Once a dirty, lying shitbag, forever a dirty, lying shitbag. Why so surprised?

Tuesday, July 05, 2011

Democratic Astroturf and false flag operations

I have just gotten some Democratic false flag astroturf in an email from some outfit calling itself the National Tea Party Alert. These people are busy trying to convince us that the Gipper loved tax hikes, just like Joe Biden. Email follows:

Throwing The Gipper Under The Bus

It's impossible to overstate both the importance and impact that President Ronald Reagan had on the modern conservative movement. Actually, one could be forgiven for definitively stating that Reagan was the founder of the modern conservative movement. The problem with holding such an exalted position is that it's easy for people on both sides of a debate to co opt your legacy for their own purposes.

Reagan is rightfully exalted for being the godfather of supply side economic theory.
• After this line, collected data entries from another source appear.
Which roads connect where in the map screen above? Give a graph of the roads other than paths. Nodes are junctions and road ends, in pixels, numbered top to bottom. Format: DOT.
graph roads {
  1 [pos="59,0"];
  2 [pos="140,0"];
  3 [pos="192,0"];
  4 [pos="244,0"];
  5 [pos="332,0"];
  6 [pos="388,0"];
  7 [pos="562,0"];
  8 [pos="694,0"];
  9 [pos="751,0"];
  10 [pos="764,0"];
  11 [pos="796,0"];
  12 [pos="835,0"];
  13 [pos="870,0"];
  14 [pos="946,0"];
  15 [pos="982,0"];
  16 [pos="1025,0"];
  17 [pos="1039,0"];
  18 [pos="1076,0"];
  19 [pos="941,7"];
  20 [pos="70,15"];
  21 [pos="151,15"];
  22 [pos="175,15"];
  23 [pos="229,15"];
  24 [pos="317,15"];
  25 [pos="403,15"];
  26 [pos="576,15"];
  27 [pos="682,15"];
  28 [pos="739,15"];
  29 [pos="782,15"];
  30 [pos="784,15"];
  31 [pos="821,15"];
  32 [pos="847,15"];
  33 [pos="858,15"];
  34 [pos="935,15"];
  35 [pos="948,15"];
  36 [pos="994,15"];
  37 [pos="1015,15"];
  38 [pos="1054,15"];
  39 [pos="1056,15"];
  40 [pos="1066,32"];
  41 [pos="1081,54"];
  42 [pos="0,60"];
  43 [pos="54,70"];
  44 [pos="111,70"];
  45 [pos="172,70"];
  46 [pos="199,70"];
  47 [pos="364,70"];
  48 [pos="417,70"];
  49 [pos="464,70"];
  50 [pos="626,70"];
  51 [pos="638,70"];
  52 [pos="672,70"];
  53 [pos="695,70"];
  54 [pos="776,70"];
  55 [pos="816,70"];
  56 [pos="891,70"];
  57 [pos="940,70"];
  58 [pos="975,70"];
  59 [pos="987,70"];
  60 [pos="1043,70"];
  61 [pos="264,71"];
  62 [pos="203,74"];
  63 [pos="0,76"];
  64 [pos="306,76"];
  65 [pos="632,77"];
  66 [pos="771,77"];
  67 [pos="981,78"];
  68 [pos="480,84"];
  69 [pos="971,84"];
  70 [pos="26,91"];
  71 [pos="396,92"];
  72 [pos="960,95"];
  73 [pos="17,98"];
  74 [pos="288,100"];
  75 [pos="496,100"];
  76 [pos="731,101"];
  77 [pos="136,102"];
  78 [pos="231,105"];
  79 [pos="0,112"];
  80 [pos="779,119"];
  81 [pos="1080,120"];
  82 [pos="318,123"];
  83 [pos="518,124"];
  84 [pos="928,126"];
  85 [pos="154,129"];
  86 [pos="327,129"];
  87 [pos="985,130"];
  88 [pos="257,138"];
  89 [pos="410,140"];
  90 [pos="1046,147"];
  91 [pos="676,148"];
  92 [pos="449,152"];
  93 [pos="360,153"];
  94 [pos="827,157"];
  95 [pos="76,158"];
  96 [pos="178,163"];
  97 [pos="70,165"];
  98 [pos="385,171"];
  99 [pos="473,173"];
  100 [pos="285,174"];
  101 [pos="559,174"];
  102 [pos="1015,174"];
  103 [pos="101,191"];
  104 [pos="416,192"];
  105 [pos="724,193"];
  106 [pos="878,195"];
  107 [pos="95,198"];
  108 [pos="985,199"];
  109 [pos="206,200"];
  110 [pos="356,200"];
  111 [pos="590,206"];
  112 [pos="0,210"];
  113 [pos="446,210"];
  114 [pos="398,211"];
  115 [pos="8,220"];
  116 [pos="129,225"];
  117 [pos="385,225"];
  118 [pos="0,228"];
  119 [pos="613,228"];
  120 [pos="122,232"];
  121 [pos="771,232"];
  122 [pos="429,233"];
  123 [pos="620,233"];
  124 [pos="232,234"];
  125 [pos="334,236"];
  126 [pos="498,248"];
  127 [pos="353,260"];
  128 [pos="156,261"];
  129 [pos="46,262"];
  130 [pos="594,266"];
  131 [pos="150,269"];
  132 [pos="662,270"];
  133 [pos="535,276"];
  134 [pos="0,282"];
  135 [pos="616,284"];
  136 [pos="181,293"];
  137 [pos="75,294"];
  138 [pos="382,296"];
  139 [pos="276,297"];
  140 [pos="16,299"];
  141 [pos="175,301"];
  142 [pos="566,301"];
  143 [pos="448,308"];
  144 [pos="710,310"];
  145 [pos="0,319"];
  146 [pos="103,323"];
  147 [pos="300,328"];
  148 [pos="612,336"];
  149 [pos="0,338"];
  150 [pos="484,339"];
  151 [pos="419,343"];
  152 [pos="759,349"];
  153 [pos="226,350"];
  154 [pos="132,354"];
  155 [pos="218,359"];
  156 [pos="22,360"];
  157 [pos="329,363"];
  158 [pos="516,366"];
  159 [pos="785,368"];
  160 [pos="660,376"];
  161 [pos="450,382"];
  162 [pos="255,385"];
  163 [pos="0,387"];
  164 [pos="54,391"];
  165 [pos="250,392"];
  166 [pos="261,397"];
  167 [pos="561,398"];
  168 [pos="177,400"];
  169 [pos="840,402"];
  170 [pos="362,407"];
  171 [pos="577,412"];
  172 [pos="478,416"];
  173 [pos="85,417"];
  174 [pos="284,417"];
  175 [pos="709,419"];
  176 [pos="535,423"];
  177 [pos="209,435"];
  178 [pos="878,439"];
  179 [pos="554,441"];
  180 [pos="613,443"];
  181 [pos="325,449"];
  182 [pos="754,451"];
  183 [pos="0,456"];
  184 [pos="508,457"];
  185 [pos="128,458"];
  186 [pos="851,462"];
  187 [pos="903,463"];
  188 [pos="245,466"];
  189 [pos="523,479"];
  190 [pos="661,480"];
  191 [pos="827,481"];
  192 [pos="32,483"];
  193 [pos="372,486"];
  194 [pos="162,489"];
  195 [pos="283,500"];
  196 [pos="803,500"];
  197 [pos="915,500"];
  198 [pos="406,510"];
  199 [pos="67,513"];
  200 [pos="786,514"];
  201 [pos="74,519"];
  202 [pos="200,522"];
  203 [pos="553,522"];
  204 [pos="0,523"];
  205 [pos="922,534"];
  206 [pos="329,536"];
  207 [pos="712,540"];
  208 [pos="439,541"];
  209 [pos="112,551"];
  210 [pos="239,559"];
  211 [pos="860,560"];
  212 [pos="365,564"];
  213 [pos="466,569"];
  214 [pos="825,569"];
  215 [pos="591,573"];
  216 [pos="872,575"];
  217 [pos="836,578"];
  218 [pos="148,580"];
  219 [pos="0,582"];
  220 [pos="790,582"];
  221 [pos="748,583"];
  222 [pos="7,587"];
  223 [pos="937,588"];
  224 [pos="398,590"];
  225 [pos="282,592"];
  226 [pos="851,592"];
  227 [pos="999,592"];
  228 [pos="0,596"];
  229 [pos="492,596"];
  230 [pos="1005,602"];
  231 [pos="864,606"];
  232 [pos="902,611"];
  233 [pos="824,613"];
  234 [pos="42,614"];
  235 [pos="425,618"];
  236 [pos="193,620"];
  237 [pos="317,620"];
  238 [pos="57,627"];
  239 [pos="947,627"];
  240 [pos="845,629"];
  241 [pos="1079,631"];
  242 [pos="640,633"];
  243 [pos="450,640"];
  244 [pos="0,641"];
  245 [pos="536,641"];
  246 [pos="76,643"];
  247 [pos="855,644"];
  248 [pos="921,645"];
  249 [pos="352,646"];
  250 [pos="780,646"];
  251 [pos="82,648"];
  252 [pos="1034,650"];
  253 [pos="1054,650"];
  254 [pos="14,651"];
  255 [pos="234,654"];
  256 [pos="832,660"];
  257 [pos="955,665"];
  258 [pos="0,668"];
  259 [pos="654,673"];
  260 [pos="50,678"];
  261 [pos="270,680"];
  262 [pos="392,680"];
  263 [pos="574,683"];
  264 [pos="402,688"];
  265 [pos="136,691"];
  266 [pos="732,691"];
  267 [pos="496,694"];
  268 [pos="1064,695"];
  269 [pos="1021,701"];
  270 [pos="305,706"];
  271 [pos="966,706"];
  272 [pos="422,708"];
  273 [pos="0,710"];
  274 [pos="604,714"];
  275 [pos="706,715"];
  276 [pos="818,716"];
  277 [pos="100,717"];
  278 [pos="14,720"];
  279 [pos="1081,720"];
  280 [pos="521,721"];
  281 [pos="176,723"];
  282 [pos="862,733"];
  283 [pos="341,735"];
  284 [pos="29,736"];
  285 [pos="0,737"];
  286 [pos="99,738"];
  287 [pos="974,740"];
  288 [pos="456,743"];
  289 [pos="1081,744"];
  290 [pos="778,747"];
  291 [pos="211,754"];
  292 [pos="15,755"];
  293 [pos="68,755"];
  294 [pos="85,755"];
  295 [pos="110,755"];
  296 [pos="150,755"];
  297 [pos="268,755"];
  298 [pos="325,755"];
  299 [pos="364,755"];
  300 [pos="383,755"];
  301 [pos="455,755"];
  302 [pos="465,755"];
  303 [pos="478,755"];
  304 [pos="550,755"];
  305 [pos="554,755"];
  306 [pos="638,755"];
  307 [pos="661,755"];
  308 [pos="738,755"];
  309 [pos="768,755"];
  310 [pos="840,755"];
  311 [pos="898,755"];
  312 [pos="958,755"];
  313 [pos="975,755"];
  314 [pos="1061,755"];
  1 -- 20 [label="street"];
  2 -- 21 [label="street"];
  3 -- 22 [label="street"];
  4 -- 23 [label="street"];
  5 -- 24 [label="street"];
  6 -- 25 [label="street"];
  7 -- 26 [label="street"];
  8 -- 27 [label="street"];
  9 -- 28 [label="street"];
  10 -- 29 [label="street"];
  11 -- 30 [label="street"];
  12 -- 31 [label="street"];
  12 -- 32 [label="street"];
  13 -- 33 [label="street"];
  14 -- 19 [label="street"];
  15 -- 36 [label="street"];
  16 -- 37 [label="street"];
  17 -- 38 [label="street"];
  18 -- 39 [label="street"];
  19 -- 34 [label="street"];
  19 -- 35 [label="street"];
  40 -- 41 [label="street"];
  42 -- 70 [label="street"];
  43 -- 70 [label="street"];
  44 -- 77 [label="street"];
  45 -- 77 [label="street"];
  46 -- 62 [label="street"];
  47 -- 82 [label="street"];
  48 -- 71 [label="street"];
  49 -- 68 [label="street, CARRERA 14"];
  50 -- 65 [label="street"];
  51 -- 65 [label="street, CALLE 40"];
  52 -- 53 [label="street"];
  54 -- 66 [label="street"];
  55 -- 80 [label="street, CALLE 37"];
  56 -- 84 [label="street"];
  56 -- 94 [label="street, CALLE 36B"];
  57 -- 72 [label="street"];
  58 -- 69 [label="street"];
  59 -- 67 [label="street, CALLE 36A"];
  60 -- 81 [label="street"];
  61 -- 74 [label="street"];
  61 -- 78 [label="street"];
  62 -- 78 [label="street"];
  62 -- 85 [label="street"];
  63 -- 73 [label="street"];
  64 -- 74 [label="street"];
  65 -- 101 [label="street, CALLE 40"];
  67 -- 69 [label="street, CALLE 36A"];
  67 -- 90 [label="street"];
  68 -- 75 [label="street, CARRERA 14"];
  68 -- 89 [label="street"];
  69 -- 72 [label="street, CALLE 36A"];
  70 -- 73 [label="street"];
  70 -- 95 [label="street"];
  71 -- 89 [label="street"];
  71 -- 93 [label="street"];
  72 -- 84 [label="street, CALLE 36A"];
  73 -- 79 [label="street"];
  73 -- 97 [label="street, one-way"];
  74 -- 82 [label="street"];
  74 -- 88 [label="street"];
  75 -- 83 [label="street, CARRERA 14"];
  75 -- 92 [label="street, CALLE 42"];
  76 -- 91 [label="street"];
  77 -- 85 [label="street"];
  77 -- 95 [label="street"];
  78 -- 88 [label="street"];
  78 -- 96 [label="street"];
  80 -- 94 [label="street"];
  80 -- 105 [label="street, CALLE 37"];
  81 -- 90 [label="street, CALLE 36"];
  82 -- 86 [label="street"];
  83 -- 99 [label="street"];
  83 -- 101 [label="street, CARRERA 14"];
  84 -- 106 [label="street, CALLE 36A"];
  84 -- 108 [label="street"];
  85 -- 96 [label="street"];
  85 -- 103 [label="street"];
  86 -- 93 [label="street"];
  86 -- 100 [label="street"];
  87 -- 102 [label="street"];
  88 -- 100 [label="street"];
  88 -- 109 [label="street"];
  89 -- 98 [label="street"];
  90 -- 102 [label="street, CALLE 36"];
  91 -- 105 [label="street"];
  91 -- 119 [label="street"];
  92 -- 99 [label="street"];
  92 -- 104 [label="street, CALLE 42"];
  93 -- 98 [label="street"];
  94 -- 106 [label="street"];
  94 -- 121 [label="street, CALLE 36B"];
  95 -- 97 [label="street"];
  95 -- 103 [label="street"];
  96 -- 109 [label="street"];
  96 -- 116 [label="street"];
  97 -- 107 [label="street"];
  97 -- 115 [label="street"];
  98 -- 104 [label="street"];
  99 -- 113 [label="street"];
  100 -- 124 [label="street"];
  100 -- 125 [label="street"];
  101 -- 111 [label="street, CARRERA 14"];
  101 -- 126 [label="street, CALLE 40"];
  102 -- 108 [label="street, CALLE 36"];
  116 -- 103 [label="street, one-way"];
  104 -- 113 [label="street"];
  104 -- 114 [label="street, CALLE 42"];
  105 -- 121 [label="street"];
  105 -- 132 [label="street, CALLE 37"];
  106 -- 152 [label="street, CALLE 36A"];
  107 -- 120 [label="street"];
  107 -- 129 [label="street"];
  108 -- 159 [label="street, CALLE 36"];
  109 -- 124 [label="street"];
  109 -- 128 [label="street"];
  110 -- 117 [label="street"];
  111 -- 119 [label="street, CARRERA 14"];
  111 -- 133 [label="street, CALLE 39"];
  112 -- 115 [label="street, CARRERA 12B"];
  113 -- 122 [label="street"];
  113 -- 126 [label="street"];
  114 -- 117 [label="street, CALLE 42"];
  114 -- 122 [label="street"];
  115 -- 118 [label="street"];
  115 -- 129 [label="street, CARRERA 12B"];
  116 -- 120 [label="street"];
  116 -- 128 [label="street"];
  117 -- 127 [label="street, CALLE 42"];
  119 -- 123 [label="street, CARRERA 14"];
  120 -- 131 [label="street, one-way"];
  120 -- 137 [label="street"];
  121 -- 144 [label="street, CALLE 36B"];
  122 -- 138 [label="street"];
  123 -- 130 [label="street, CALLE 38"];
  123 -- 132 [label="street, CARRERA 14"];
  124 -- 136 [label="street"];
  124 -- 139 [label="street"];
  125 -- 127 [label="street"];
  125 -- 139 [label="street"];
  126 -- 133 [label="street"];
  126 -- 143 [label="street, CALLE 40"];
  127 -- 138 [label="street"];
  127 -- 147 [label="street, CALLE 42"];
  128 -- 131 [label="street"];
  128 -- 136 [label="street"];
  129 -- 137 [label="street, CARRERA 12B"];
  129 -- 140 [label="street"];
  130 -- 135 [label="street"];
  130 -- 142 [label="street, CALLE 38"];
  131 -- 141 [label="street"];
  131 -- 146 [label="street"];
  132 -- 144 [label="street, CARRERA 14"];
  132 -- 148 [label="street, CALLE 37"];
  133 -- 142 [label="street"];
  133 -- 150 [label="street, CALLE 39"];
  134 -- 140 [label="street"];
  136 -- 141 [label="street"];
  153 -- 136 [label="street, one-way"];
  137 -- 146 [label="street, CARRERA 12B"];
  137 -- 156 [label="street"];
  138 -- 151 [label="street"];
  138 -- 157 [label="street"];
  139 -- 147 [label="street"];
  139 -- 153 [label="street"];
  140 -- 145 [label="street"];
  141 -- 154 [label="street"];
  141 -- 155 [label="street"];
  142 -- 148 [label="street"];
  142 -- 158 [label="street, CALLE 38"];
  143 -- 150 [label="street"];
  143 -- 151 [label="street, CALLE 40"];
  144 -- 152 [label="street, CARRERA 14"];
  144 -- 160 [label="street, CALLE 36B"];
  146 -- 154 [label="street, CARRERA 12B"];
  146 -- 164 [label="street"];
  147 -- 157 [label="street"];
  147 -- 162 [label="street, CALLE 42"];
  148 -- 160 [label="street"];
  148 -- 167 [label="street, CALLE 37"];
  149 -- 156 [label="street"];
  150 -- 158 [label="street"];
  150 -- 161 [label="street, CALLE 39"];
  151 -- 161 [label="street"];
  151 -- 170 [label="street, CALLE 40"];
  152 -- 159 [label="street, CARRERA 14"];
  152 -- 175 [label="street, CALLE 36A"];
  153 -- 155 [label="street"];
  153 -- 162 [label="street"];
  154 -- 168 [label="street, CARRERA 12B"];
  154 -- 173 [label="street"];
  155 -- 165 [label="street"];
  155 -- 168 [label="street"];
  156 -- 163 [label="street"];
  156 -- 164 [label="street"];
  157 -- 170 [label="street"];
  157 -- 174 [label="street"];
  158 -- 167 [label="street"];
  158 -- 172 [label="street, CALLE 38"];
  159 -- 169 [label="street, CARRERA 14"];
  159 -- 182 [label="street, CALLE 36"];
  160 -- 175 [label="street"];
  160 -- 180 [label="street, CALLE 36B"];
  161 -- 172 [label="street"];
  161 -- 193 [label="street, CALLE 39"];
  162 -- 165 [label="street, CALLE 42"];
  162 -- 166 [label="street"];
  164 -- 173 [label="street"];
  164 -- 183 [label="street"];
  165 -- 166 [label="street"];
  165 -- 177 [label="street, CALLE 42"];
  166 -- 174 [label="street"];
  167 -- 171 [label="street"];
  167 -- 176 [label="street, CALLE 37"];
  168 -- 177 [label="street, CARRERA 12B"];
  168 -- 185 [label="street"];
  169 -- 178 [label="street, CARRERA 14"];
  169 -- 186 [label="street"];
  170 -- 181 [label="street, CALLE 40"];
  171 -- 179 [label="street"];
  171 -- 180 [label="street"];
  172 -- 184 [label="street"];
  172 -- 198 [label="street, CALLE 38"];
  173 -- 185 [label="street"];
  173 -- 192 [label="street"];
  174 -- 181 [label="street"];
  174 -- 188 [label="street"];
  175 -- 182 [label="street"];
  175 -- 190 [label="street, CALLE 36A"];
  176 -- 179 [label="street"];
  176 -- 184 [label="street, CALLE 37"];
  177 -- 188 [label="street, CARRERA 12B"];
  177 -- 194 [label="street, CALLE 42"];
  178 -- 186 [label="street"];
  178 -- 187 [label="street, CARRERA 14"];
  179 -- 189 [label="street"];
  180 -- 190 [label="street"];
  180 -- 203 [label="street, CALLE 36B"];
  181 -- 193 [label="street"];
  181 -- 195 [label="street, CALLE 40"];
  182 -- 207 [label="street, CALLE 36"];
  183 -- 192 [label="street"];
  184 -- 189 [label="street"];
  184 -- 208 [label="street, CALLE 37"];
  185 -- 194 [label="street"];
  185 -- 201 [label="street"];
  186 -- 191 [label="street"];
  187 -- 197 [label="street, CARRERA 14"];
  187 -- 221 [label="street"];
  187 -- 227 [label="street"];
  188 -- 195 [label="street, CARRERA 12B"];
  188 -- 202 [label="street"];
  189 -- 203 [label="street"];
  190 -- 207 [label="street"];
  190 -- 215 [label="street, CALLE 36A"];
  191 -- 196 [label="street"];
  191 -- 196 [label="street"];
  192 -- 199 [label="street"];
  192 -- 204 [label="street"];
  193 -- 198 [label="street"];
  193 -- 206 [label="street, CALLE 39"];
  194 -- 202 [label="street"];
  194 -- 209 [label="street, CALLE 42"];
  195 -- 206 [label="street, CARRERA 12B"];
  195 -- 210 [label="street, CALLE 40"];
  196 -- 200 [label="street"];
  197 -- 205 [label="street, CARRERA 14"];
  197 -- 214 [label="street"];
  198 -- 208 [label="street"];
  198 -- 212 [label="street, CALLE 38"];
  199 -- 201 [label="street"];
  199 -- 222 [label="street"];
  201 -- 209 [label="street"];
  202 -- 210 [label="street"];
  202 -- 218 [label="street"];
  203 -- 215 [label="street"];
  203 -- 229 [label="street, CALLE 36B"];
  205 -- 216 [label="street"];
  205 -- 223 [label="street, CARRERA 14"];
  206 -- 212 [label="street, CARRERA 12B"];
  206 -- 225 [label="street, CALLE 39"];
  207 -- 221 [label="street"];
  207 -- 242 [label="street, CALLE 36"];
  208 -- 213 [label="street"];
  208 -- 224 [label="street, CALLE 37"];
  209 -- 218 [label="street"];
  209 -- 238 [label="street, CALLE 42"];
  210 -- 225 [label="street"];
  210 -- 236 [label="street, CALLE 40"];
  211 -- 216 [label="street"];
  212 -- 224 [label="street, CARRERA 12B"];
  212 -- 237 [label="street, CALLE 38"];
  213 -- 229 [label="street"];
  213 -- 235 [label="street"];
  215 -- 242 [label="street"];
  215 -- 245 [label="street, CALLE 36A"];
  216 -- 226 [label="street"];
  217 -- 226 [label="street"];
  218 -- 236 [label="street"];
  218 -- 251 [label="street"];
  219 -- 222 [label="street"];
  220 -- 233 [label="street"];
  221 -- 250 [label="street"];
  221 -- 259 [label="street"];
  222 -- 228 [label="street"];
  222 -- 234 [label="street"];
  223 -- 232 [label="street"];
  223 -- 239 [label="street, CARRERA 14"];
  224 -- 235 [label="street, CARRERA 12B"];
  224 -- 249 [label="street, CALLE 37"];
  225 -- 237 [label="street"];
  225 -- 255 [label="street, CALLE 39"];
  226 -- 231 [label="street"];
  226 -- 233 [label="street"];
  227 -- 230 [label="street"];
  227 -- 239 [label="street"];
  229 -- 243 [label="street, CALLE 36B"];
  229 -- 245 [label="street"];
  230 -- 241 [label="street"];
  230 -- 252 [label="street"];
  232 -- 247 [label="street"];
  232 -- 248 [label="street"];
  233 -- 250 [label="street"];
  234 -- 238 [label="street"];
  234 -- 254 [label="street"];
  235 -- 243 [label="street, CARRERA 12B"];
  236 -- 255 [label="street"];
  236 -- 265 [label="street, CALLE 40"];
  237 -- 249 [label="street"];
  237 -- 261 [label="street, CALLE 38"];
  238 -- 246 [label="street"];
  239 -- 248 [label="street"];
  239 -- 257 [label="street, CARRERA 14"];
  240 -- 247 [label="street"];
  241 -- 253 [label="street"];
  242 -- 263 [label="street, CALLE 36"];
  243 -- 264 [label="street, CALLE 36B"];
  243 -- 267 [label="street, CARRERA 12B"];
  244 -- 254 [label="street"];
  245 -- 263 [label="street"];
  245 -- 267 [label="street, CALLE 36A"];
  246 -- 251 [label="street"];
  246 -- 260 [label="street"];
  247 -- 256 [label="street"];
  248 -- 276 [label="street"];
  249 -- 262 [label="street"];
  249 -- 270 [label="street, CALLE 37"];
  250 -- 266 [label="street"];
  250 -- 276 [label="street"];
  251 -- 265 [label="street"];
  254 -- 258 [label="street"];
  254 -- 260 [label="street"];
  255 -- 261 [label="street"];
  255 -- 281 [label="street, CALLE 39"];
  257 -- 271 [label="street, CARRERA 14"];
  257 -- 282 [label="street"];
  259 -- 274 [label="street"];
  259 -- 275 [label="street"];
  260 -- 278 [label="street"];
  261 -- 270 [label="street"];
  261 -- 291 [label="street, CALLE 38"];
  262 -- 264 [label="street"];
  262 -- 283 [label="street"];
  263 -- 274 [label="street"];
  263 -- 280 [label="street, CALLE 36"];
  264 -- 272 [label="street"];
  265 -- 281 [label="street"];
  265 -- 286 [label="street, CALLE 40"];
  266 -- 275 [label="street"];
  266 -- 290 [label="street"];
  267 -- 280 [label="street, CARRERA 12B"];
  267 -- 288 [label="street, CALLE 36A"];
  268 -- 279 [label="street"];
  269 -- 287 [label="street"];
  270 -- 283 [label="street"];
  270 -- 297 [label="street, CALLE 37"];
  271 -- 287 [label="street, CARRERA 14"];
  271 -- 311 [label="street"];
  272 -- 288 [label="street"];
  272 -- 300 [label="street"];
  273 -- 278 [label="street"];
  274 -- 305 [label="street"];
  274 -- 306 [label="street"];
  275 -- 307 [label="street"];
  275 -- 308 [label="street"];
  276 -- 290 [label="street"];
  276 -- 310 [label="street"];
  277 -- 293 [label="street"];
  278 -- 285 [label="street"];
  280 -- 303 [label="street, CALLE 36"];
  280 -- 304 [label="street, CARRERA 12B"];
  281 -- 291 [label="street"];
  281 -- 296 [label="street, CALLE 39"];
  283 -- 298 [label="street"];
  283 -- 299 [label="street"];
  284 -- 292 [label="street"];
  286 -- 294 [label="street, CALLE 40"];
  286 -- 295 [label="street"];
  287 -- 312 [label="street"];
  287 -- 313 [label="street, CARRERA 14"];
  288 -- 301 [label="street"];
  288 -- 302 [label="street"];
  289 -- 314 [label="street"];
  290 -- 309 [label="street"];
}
He didn't develop it (Economist Arthur Laffer did), nor did he even modify it, but he was certainly his most enthusiastic supporter (with former congressman Jack Kemp coming in a close second) and the economic growth that his policies helped create were unprecedented in American history.

The problem with the Reagan presidency is separating fact from fiction, and nowhere is this problem more evident than in the current debate over extending the national debt ceiling. House republicans, led by John Boehner, Eric Cantor and Paul Ryan have insisted that no tax increases are up for discussion, with Speaker Boehner saying, " increases are unacceptable and are a nonstarter"

Oddly enough, the record shows that supply side cheerleader Ronald Reagan himself incorporated tax increases into his economic recovery plans, most famously into 1982's Tax Equity and Fiscal Responsibility Act, though there were four more tax increases in the remaining six years of his presidency, with a total of $190 billion (in today's dollars) in revenue increases coming from those tax hikes. That's an amount significantly above what Vice President Biden is calling for during the recent deficit talks with GOP leaders.

In hindsight, one of Ronald Reagan's most enduring legacies was the economic recovery from the 1970's "malaise" and it's staggering, long-term positive impact on both our economy and our society as a whole. No one is doing Reagan's legacy any favors by misstating it's essential truths.

Ronald Reagan's revolution, despised and fought by, at the time, 95% of America's media establishment, was and is incomplete, and in the same way that America's revolution is incomplete. All men are not yet free. All are not guaranteed their rights, due by Nature and Nature's God, of life, liberty and property. Reagan famously said, "Better to get 80% of what you want now and go for the rest later." Reagan, working with a Democratic Congress after 1982, managed to rein in government growth. I appreciate the man for what he did, against all headwinds. But we must surpass the teacher, not repeat his mistakes and forced strategic retreats. Ronald Reagan is dead. Long live Reaganism.

And political death to tax-and-spend Leftists and con men.